PHOENIX -- Child abuse charges were dismissed against the cousin of a 10-year-old Arizona girl who authorities say died after another relative padlocked her in a footlocker.
A judge threw out the charges against 26-year-old Ammandea Stoltzmann after prosecutors said there's not enough evidence for the case to move forward and asked that the charges be dismissed. Her trial would have been the first trial over the severe abuse that authorities say 10-year-old Ame Deal suffered at the hands of family members before her July 2011 death.
Jerry Cobb, a spokesman for the Maricopa County Attorney's Office, which is still prosecuting other Deal relatives, declined to comment on Thursday on how the dismissal bodes for the other cases, other than saying prosecutors can't comment due to the other cases. The case was dismissed Tuesday.
Stoltzmann had been charged with abusing Deal, but wasn't charged in the child's death. Five other Deal relatives, including two who are charged with first-degree murder, face various charges in the case. All have pleaded not guilty to the charges.
Authorities say Deal died after a man who's married to the girl's cousin padlocked her in the footlocker as discipline for having stolen popsicles. She was left in the plastic box all night and was found dead the next morning at the Phoenix home where her relatives lived. Investigators say the abuse heaped on the 10-year-old by some relatives included putting her in the footlocker on other occasions, being forced to eat dog feces and crush aluminum cans barefoot, and having her head forcibly dunked after she was thrown into a cold swimming pool.

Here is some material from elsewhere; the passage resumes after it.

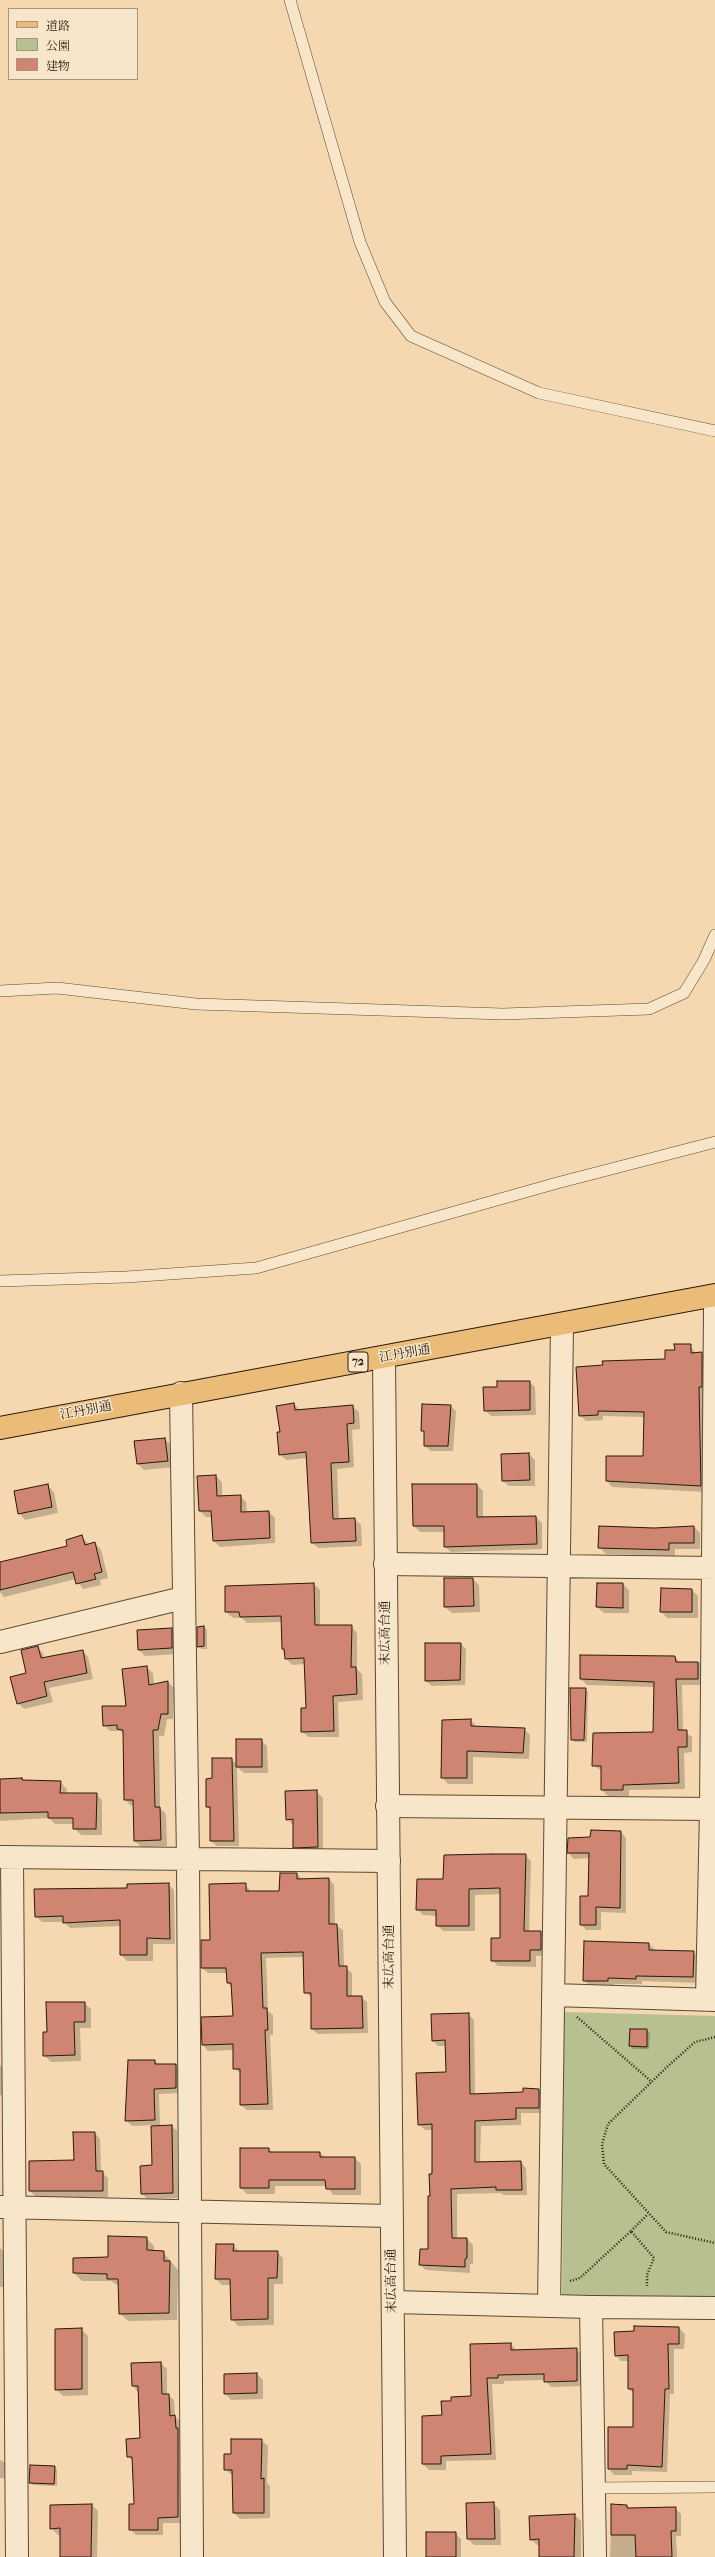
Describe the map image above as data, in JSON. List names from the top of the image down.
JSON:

Lawyers for the Deal relatives charged in the case, including Stoltzmann attorney Lisa Caryle Posada, didn't return a call seeking comment. An attorney for another accused relative declined to comment.
Stolzmann was accused of scrubbing the 10-year-old's face with a wire brush as punishment for lying, kicking her in the face while she was on the ground and putting a potent hot sauce in her mouth. Authorities say she denied kicking the girl or using the wire brush on her face, but admitted to putting hot sauce in her mouth and spanking her with a belt.
Two of Deal's cousins, 24-year-old John Michael Allen and 24-year-old Sammantha Lucille Rebecca Allen, are charged with first-degree murder in the girl's death. Prosecutors are seeking the death penalty against the Allens, who are married.
Investigators say John Allen padlocked her in the footlocker as a form of punishment for the popsicle theft on the night before her death.
Sammantha Allen is accused of telling her husband that the child would be able to force the footlocker's latches open and standing watch over the girl as her husband went in the backyard to get the padlock. The couple went to sleep while the girl remained in the plastic box, and Deal's death was discovered the next morning.
Sammantha Allen also is accused of coaching a 12-year-old girl who also lived at the house to say that Ame Deal was playing hide and seek with other children the night before her death and that she wasn't found before everyone went to bed.
Cynthia Stoltzman, Deal's aunt and legal guardian, is accused of throwing the child into a cold swimming pool several months before the girl's death and forcing her head underwater. Police say Ame Deal, who was afraid of water, flailed her arms as she went under and came up choking and crying.
Stoltzman and Deal's father, 53-year-old David Martin Deal, are charged with child abuse for allegedly causing or allowing Deal to be throwing into the pool.
Stoltzman, 45, also is accused of once sitting on the footlocker while the child was inside the box for stealing food. Police say a man who lived at the house urged Stoltzman to let the child go, and Stoltzmann- who was playing with a laptop while sitting on the box_ responded by threatening to complain to child welfare workers about the man's children having lice.
She was sweating profusely as she emerged from the footlocker, police said.
The child's paternal grandmother, Judith Cora Deal, also faces child abuse charges.
Nicole Moon, a spokeswoman for the Arizona Department of Economic Security, which oversees the state's child welfare agency, said the agency didn't receive any reports of abuse about Ame Deal before her death.
Police said they had child welfare agency reports from Utah that listed Deal as an abused child.